Le lundi, à l’occasion de la commémoration des 60 ans de l’assassinat de la bienheureuse Anuarite Nengapeta, le Président de la République a surpris plus d’un en exprimant son souhait de recourir à la prière pour ramener la paix dans l’Est du pays. Une déclaration qui, au-delà de son aspect spirituel, soulève d’importantes interrogations sur l’état de la nation et l’efficacité de sa gouvernance face à la crise sécuritaire.
La République Démocratique du Congo, riche de ses ressources du sol et du sous-sol et forte de ses 100 millions d’âmes, fait face depuis des décennies à une instabilité chronique dans sa partie Est. Les groupes armés se multiplient, les violences se poursuivent et l’État semble incapable de reprendre la main.
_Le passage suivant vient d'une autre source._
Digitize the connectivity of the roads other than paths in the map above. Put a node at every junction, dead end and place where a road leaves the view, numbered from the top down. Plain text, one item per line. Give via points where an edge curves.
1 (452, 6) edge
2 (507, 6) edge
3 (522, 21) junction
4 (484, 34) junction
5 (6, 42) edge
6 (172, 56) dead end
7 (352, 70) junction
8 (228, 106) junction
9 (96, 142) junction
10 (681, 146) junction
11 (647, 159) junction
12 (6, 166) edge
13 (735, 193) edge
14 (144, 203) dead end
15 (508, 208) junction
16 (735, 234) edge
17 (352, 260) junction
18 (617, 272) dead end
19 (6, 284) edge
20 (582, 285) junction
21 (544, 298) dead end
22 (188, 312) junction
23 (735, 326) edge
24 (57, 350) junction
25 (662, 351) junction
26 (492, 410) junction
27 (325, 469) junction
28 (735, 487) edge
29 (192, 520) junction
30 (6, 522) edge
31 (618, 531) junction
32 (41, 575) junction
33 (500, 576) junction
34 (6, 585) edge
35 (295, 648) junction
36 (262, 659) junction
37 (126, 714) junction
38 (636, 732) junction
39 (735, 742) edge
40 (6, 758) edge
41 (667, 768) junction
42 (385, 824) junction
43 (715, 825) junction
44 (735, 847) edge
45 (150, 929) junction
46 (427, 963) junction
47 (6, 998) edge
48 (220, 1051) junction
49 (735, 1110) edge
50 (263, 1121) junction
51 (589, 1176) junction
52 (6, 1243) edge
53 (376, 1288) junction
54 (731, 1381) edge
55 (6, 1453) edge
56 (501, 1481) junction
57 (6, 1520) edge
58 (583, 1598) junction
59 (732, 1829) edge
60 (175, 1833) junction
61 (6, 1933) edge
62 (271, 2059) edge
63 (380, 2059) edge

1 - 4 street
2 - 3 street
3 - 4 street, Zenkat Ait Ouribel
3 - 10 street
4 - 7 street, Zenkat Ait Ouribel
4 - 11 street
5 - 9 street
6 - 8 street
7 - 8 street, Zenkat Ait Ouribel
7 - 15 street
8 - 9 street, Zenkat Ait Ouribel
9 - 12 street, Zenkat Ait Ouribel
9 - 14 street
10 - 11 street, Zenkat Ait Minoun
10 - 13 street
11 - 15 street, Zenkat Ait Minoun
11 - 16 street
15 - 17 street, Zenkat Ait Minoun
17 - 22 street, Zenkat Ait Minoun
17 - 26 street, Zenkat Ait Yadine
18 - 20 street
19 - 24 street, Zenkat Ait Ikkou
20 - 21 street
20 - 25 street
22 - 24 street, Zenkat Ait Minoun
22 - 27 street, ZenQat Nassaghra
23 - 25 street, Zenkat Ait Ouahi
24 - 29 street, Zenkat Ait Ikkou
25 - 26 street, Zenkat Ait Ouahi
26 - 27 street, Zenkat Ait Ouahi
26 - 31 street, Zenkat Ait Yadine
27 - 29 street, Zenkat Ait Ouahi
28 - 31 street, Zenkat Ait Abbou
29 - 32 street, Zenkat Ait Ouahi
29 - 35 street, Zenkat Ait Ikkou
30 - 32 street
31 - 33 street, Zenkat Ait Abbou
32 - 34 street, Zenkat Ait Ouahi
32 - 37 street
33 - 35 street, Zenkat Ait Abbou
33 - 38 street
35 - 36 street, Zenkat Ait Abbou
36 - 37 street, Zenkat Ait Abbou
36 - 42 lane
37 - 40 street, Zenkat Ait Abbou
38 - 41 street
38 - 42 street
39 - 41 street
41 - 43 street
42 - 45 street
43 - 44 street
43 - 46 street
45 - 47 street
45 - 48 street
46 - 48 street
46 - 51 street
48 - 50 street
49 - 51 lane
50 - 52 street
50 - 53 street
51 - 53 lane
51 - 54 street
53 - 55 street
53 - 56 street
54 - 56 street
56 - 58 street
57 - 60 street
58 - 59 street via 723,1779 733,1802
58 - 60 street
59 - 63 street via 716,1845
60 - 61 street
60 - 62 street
Alors, quand le Chef de l’État, garant de l’intégrité territoriale, en appelle à la prière comme ultime recours, faut-il y voir un élan de foi ou un aveu d’impuissance ?
Certes, le recours à la spiritualité n’est pas nouveau dans l’histoire des nations. Bien des dirigeants ont invoqué l’aide divine face à des défis majeurs. Mais dans un pays où les attentes envers l’État sont énormes, cette déclaration pourrait être perçue comme un aveu d’échec. Car, au-delà des prières, le peuple attend des actions concrètes : renforcement de l’armée, lutte contre les complicités internes, engagement diplomatique sérieux, et surtout, une stratégie claire et courageuse.
Le peuple congolais, victime d’atrocités inqualifiables, observe avec consternation ce glissement du pragmatisme vers le mysticisme. Si la foi est une force puissante, elle ne saurait remplacer la volonté politique et l’efficacité institutionnelle.
À qui se fier lorsque les autorités elles-mêmes semblent capituler face à l’ampleur de la tâche ?
Cette posture pourrait également affaiblir la crédibilité du gouvernement sur la scène internationale. En s’en remettant publiquement à la prière, Kinshasa envoie un signal troublant à ses partenaires étrangers : celui d’un État dépassé, incapable de maîtriser une partie de son territoire.
Personne ne contestera la légitimité d’une démarche spirituelle dans une société où la foi est ancrée dans les mœurs. Cependant, elle ne saurait se substituer à l’action. Le rôle d’un Chef d’État n’est pas seulement de prier pour son peuple, mais aussi de le protéger, de créer les conditions de la paix et du développement.
Les Congolais ont besoin d’une réponse forte, structurée et adaptée aux enjeux. L’heure est venue de mobiliser les ressources nationales, d’exploiter les alliances stratégiques et de faire preuve d’un leadership exemplaire. La paix dans l’Est de la RDC ne viendra pas uniquement des prières; elle résultera aussi d’un mélange d’actions courageuses, de résilience et d’une foi collective en l’avenir.
Il est impératif que cette déclaration du Président de la République ne soit pas interprétée comme une abdication, mais comme un appel à un sursaut national. Si la prière peut nourrir l’espérance, elle doit être accompagnée d’actes concrets pour répondre à l’urgence. Car la souffrance des Congolais, elle, ne prend pas de pause, et leur patience a des limites.
La RDC, riche de son potentiel humain et naturel, ne peut se permettre de laisser l’histoire se répéter. L’Est du pays attend des solutions, pas des incantations. Que la prière guide l’action, mais que l’action devienne la priorité.